Find every line of the data below that has "highway" in it. Reply with the number only.

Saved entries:
◇ ◇ ◇ ◇ ◇
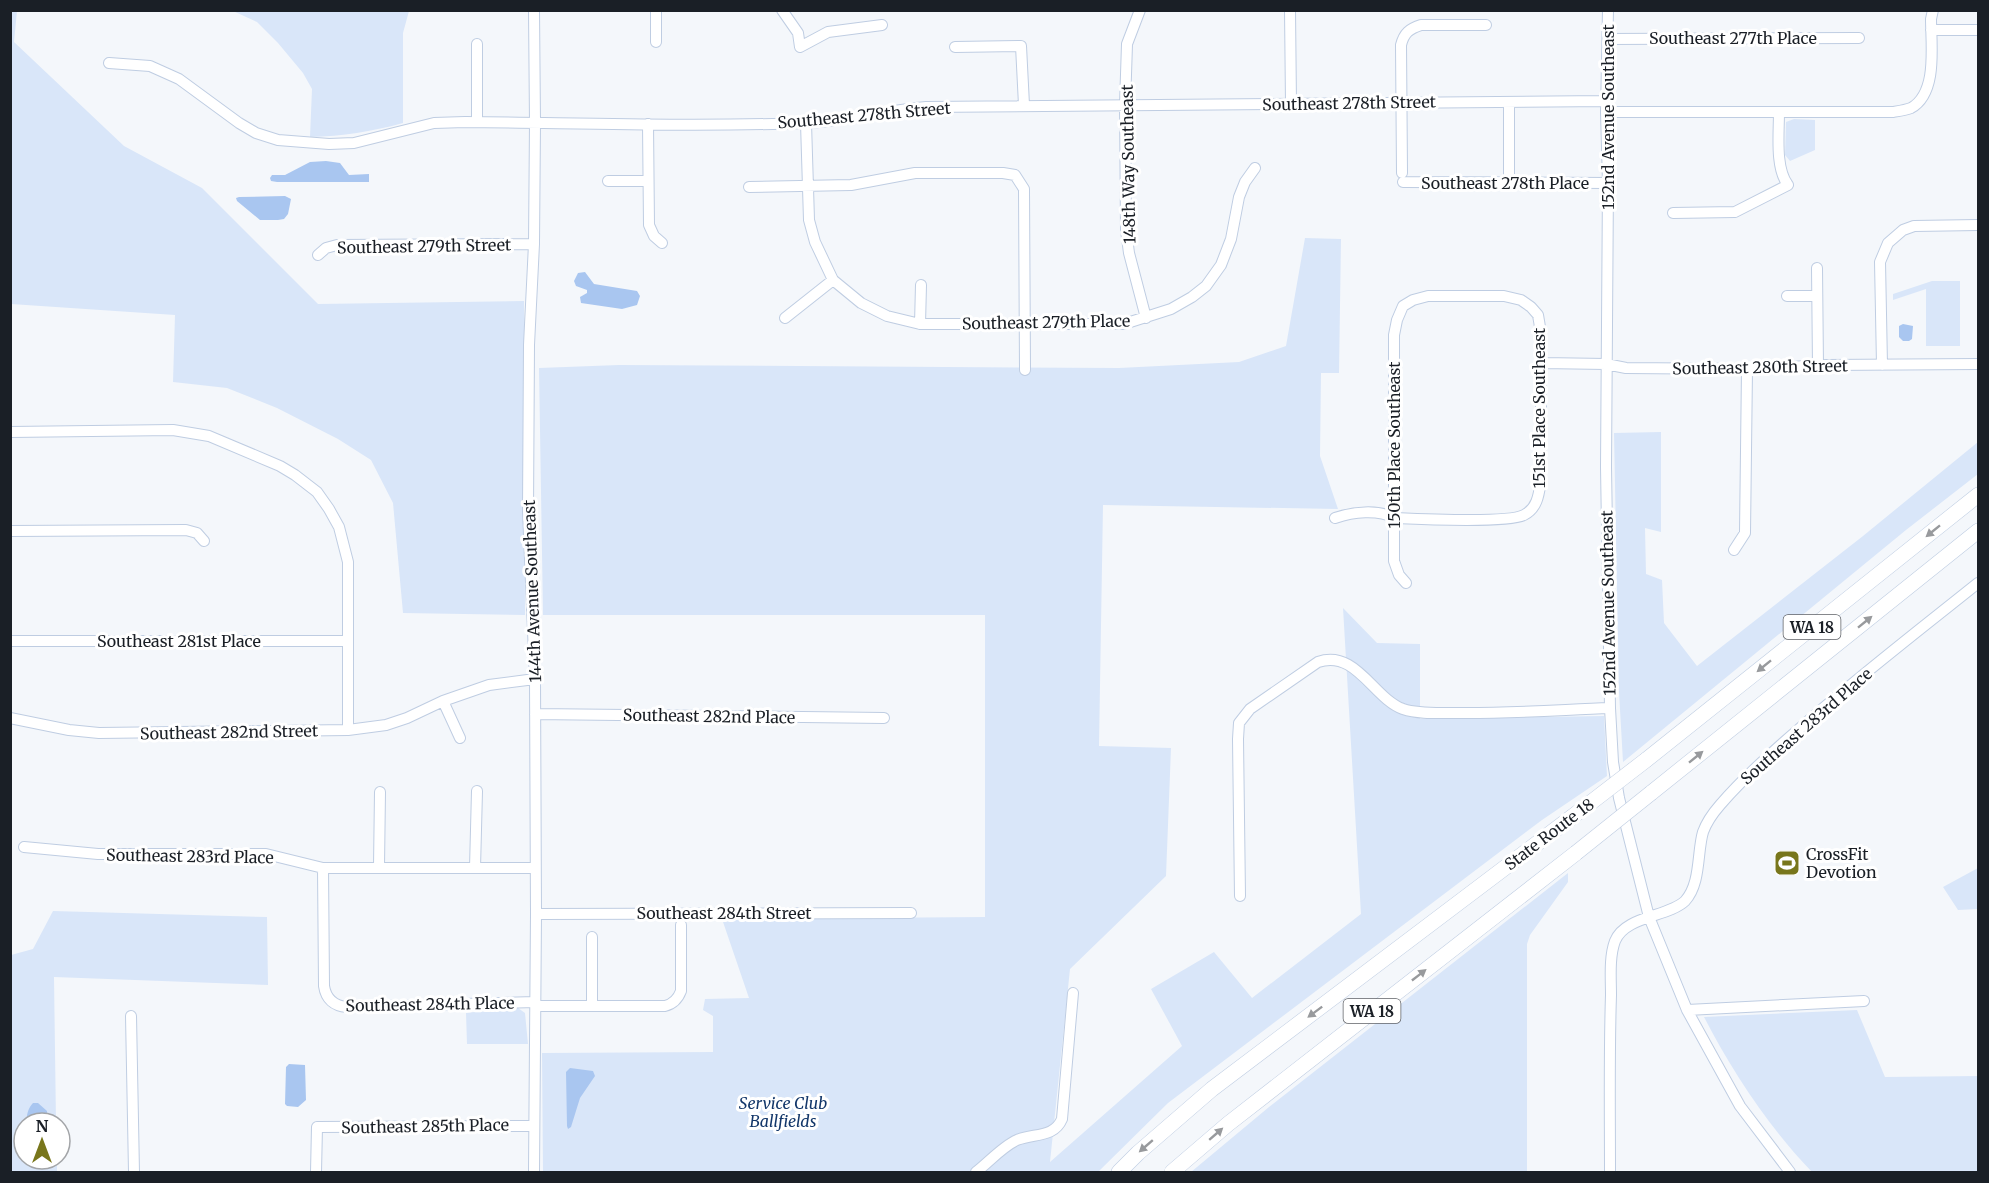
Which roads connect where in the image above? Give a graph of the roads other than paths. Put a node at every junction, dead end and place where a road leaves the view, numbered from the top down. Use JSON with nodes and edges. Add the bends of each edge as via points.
{"nodes":[{"id":1,"x":534,"y":10,"type":"edge"},
{"id":2,"x":656,"y":10,"type":"edge"},
{"id":3,"x":782,"y":10,"type":"edge"},
{"id":4,"x":1140,"y":10,"type":"edge"},
{"id":5,"x":1290,"y":10,"type":"edge"},
{"id":6,"x":1608,"y":10,"type":"edge"},
{"id":7,"x":1933,"y":10,"type":"edge"},
{"id":8,"x":882,"y":25,"type":"dead end"},
{"id":9,"x":1486,"y":25,"type":"dead end"},
{"id":10,"x":1931,"y":30,"type":"junction"},
{"id":11,"x":1978,"y":30,"type":"edge"},
{"id":12,"x":1859,"y":38,"type":"dead end"},
{"id":13,"x":1608,"y":39,"type":"junction"},
{"id":14,"x":656,"y":42,"type":"dead end"},
{"id":15,"x":477,"y":44,"type":"dead end"},
{"id":16,"x":955,"y":47,"type":"dead end"},
{"id":17,"x":109,"y":63,"type":"dead end"},
{"id":18,"x":1509,"y":102,"type":"junction"},
{"id":19,"x":1401,"y":103,"type":"junction"},
{"id":20,"x":1291,"y":104,"type":"junction"},
{"id":21,"x":1024,"y":105,"type":"junction"},
{"id":22,"x":1125,"y":105,"type":"junction"},
{"id":23,"x":1606,"y":106,"type":"junction"},
{"id":24,"x":1779,"y":112,"type":"junction"},
{"id":25,"x":477,"y":122,"type":"junction"},
{"id":26,"x":535,"y":123,"type":"junction"},
{"id":27,"x":806,"y":123,"type":"junction"},
{"id":28,"x":648,"y":124,"type":"junction"},
{"id":29,"x":1255,"y":168,"type":"dead end"},
{"id":30,"x":1509,"y":176,"type":"dead end"},
{"id":31,"x":608,"y":180,"type":"dead end"},
{"id":32,"x":648,"y":181,"type":"junction"},
{"id":33,"x":1608,"y":183,"type":"junction"},
{"id":34,"x":749,"y":187,"type":"dead end"},
{"id":35,"x":808,"y":187,"type":"junction"},
{"id":36,"x":1673,"y":213,"type":"dead end"},
{"id":37,"x":1978,"y":225,"type":"edge"},
{"id":38,"x":662,"y":243,"type":"dead end"},
{"id":39,"x":534,"y":244,"type":"junction"},
{"id":40,"x":318,"y":255,"type":"dead end"},
{"id":41,"x":1817,"y":268,"type":"dead end"},
{"id":42,"x":833,"y":280,"type":"junction"},
{"id":43,"x":921,"y":285,"type":"dead end"},
{"id":44,"x":1787,"y":296,"type":"dead end"},
{"id":45,"x":1817,"y":296,"type":"junction"},
{"id":46,"x":1531,"y":307,"type":"joint"},
{"id":47,"x":785,"y":318,"type":"dead end"},
{"id":48,"x":1146,"y":318,"type":"junction"},
{"id":49,"x":920,"y":324,"type":"junction"},
{"id":50,"x":1024,"y":325,"type":"junction"},
{"id":51,"x":1542,"y":363,"type":"junction"},
{"id":52,"x":1606,"y":364,"type":"junction"},
{"id":53,"x":1978,"y":364,"type":"edge"},
{"id":54,"x":1882,"y":365,"type":"junction"},
{"id":55,"x":1818,"y":366,"type":"junction"},
{"id":56,"x":1747,"y":369,"type":"junction"},
{"id":57,"x":1025,"y":370,"type":"dead end"},
{"id":58,"x":10,"y":432,"type":"edge"},
{"id":59,"x":1978,"y":495,"type":"edge"},
{"id":60,"x":1335,"y":518,"type":"dead end"},
{"id":61,"x":1395,"y":518,"type":"junction"},
{"id":62,"x":10,"y":531,"type":"edge"},
{"id":63,"x":1978,"y":531,"type":"edge"},
{"id":64,"x":204,"y":542,"type":"dead end"},
{"id":65,"x":1734,"y":550,"type":"dead end"},
{"id":66,"x":1406,"y":582,"type":"dead end"},
{"id":67,"x":1978,"y":583,"type":"edge"},
{"id":68,"x":10,"y":641,"type":"edge"},
{"id":69,"x":347,"y":641,"type":"junction"},
{"id":70,"x":535,"y":680,"type":"junction"},
{"id":71,"x":443,"y":700,"type":"junction"},
{"id":72,"x":1610,"y":708,"type":"junction"},
{"id":73,"x":534,"y":714,"type":"junction"},
{"id":74,"x":10,"y":718,"type":"edge"},
{"id":75,"x":884,"y":718,"type":"dead end"},
{"id":76,"x":348,"y":730,"type":"junction"},
{"id":77,"x":460,"y":738,"type":"dead end"},
{"id":78,"x":477,"y":791,"type":"dead end"},
{"id":79,"x":380,"y":792,"type":"dead end"},
{"id":80,"x":24,"y":847,"type":"dead end"},
{"id":81,"x":379,"y":866,"type":"junction"},
{"id":82,"x":535,"y":867,"type":"junction"},
{"id":83,"x":323,"y":868,"type":"junction"},
{"id":84,"x":475,"y":868,"type":"junction"},
{"id":85,"x":1240,"y":896,"type":"dead end"},
{"id":86,"x":911,"y":913,"type":"dead end"},
{"id":87,"x":536,"y":914,"type":"junction"},
{"id":88,"x":1649,"y":917,"type":"junction"},
{"id":89,"x":681,"y":925,"type":"dead end"},
{"id":90,"x":592,"y":937,"type":"dead end"},
{"id":91,"x":1073,"y":993,"type":"dead end"},
{"id":92,"x":1864,"y":1000,"type":"dead end"},
{"id":93,"x":535,"y":1004,"type":"junction"},
{"id":94,"x":592,"y":1006,"type":"junction"},
{"id":95,"x":1687,"y":1010,"type":"junction"},
{"id":96,"x":131,"y":1016,"type":"dead end"},
{"id":97,"x":534,"y":1125,"type":"junction"},
{"id":98,"x":134,"y":1173,"type":"edge"},
{"id":99,"x":316,"y":1173,"type":"edge"},
{"id":100,"x":534,"y":1173,"type":"edge"},
{"id":101,"x":976,"y":1173,"type":"edge"},
{"id":102,"x":1119,"y":1173,"type":"edge"},
{"id":103,"x":1172,"y":1173,"type":"edge"},
{"id":104,"x":1610,"y":1173,"type":"edge"},
{"id":105,"x":1790,"y":1173,"type":"edge"}],
"edges":[{"from":1,"to":26,"type":"street","name":"144th Avenue Southeast"},
{"from":2,"to":14,"type":"street"},
{"from":3,"to":8,"type":"street","via":[[798,33],[800,47],[828,32]]},
{"from":4,"to":22,"type":"street","name":"148th Way Southeast","via":[[1127,44]]},
{"from":5,"to":20,"type":"street"},
{"from":6,"to":13,"type":"street","name":"152nd Avenue Southeast"},
{"from":7,"to":10,"type":"street"},
{"from":9,"to":19,"type":"street","via":[[1420,25],[1408,31],[1401,45]]},
{"from":10,"to":11,"type":"street"},
{"from":10,"to":24,"type":"street","name":"Southeast 278th Street","via":[[1927,90],[1910,108],[1893,112]]},
{"from":12,"to":13,"type":"street","name":"Southeast 277th Place"},
{"from":13,"to":23,"type":"street","name":"152nd Avenue Southeast"},
{"from":15,"to":25,"type":"street"},
{"from":16,"to":21,"type":"street","via":[[1021,46]]},
{"from":17,"to":25,"type":"street","name":"Southeast 278th Street","via":[[150,66],[179,79],[239,123],[278,140],[354,143],[434,123]]},
{"from":18,"to":19,"type":"street","name":"Southeast 278th Street"},
{"from":18,"to":23,"type":"street","name":"Southeast 278th Street"},
{"from":18,"to":30,"type":"street"},
{"from":19,"to":20,"type":"street","name":"Southeast 278th Street"},
{"from":19,"to":33,"type":"street","name":"Southeast 278th Place","via":[[1402,178]]},
{"from":20,"to":22,"type":"street","name":"Southeast 278th Street"},
{"from":21,"to":22,"type":"street","name":"Southeast 278th Street"},
{"from":21,"to":27,"type":"street","name":"Southeast 278th Street","via":[[898,109]]},
{"from":22,"to":48,"type":"street","name":"148th Way Southeast","via":[[1126,231]]},
{"from":23,"to":24,"type":"street","name":"Southeast 278th Street"},
{"from":23,"to":33,"type":"street","name":"152nd Avenue Southeast"},
{"from":24,"to":36,"type":"street","via":[[1780,167],[1788,185],[1736,212]]},
{"from":25,"to":26,"type":"street","name":"Southeast 278th Street"},
{"from":26,"to":28,"type":"street","name":"Southeast 278th Street"},
{"from":26,"to":39,"type":"street","name":"144th Avenue Southeast"},
{"from":27,"to":28,"type":"street","name":"Southeast 278th Street"},
{"from":27,"to":35,"type":"street"},
{"from":28,"to":32,"type":"street"},
{"from":29,"to":48,"type":"street","name":"Southeast 279th Place","via":[[1239,197],[1231,239],[1221,265],[1206,286],[1171,309]]},
{"from":31,"to":32,"type":"street"},
{"from":32,"to":38,"type":"street","via":[[649,225]]},
{"from":33,"to":52,"type":"street","name":"152nd Avenue Southeast"},
{"from":34,"to":35,"type":"street"},
{"from":35,"to":42,"type":"street","via":[[809,220]]},
{"from":35,"to":50,"type":"street","via":[[850,185],[915,173],[1015,175],[1024,189]]},
{"from":37,"to":54,"type":"street","via":[[1914,226],[1888,243],[1880,262]]},
{"from":39,"to":40,"type":"street","name":"Southeast 279th Street","via":[[337,245]]},
{"from":39,"to":70,"type":"street","name":"144th Avenue Southeast","via":[[528,511]]},
{"from":41,"to":45,"type":"street"},
{"from":42,"to":47,"type":"street"},
{"from":42,"to":49,"type":"street","name":"Southeast 279th Place","via":[[861,303],[887,316]]},
{"from":43,"to":49,"type":"street"},
{"from":44,"to":45,"type":"street"},
{"from":45,"to":55,"type":"street"},
{"from":46,"to":51,"type":"street","name":"151st Place Southeast","via":[[1538,315]]},
{"from":46,"to":61,"type":"street","name":"150th Place Southeast","via":[[1504,296],[1458,295],[1428,296],[1403,306],[1394,335]]},
{"from":48,"to":50,"type":"street","name":"Southeast 279th Place","via":[[1124,324]]},
{"from":49,"to":50,"type":"street","name":"Southeast 279th Place"},
{"from":50,"to":57,"type":"street"},
{"from":51,"to":52,"type":"street","name":"Southeast 280th Street"},
{"from":51,"to":61,"type":"street","name":"151st Place Southeast","via":[[1541,480],[1539,498],[1530,510],[1524,516],[1501,519]]},
{"from":52,"to":56,"type":"street","name":"Southeast 280th Street","via":[[1626,368]]},
{"from":52,"to":72,"type":"street","name":"152nd Avenue Southeast"},
{"from":53,"to":54,"type":"street","name":"Southeast 280th Street"},
{"from":54,"to":55,"type":"street","name":"Southeast 280th Street"},
{"from":55,"to":56,"type":"street","name":"Southeast 280th Street"},
{"from":56,"to":65,"type":"street","via":[[1745,533]]},
{"from":58,"to":69,"type":"street","via":[[172,430],[209,436],[280,466],[317,492],[339,528],[348,562]]},
{"from":59,"to":102,"type":"highway","name":"State Route 18","number":"WA 18","one_way":true,"bridge":true,"via":[[1646,760],[1212,1089]]},
{"from":60,"to":61,"type":"street","via":[[1385,513]]},
{"from":61,"to":66,"type":"street","name":"150th Place Southeast","via":[[1395,566]]},
{"from":62,"to":64,"type":"street","via":[[186,530],[196,533]]},
{"from":103,"to":63,"type":"highway","name":"State Route 18","number":"WA 18","one_way":true,"bridge":true,"via":[[1228,1124],[1576,853]]},
{"from":67,"to":88,"type":"street","name":"Southeast 283rd Place","via":[[1825,706],[1745,777],[1706,825],[1694,882],[1686,900]]},
{"from":68,"to":69,"type":"street","name":"Southeast 281st Place"},
{"from":69,"to":76,"type":"street"},
{"from":70,"to":71,"type":"street","name":"Southeast 282nd Street","via":[[489,685]]},
{"from":70,"to":73,"type":"street","name":"144th Avenue Southeast"},
{"from":71,"to":76,"type":"street","name":"Southeast 282nd Street","via":[[407,718]]},
{"from":71,"to":77,"type":"street"},
{"from":72,"to":85,"type":"street","via":[[1485,713],[1403,709],[1360,672],[1345,664],[1318,662],[1250,709],[1239,723]]},
{"from":72,"to":88,"type":"street","name":"152nd Avenue Southeast","via":[[1619,798]]},
{"from":73,"to":75,"type":"street","name":"Southeast 282nd Place"},
{"from":73,"to":82,"type":"street","name":"144th Avenue Southeast"},
{"from":74,"to":76,"type":"street","name":"Southeast 282nd Street","via":[[99,733]]},
{"from":78,"to":84,"type":"street"},
{"from":79,"to":81,"type":"street"},
{"from":80,"to":83,"type":"street","name":"Southeast 283rd Place","via":[[98,854],[266,854]]},
{"from":81,"to":83,"type":"street","name":"Southeast 283rd Place"},
{"from":81,"to":84,"type":"street","name":"Southeast 283rd Place"},
{"from":82,"to":84,"type":"street","name":"Southeast 283rd Place"},
{"from":82,"to":87,"type":"street","name":"144th Avenue Southeast"},
{"from":83,"to":93,"type":"street","name":"Southeast 284th Place","via":[[324,986],[334,1004]]},
{"from":86,"to":87,"type":"street","name":"Southeast 284th Street"},
{"from":87,"to":93,"type":"street","name":"144th Avenue Southeast"},
{"from":88,"to":95,"type":"street","name":"152nd Avenue Southeast"},
{"from":88,"to":104,"type":"street","via":[[1620,934],[1613,949]]},
{"from":89,"to":94,"type":"street","name":"Southeast 284th Place","via":[[681,991],[676,1000],[665,1006]]},
{"from":90,"to":94,"type":"street"},
{"from":91,"to":101,"type":"street","via":[[1059,1126],[1052,1132],[1014,1141]]},
{"from":92,"to":95,"type":"street"},
{"from":93,"to":94,"type":"street","name":"Southeast 284th Place"},
{"from":93,"to":97,"type":"street","name":"144th Avenue Southeast"},
{"from":95,"to":105,"type":"street","name":"152nd Avenue Southeast","via":[[1740,1106]]},
{"from":96,"to":98,"type":"street"},
{"from":97,"to":99,"type":"street","name":"Southeast 285th Place","via":[[316,1127]]},
{"from":97,"to":100,"type":"street","name":"144th Avenue Southeast"}]}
◇ ◇ ◇ ◇ ◇
— Written answer —
2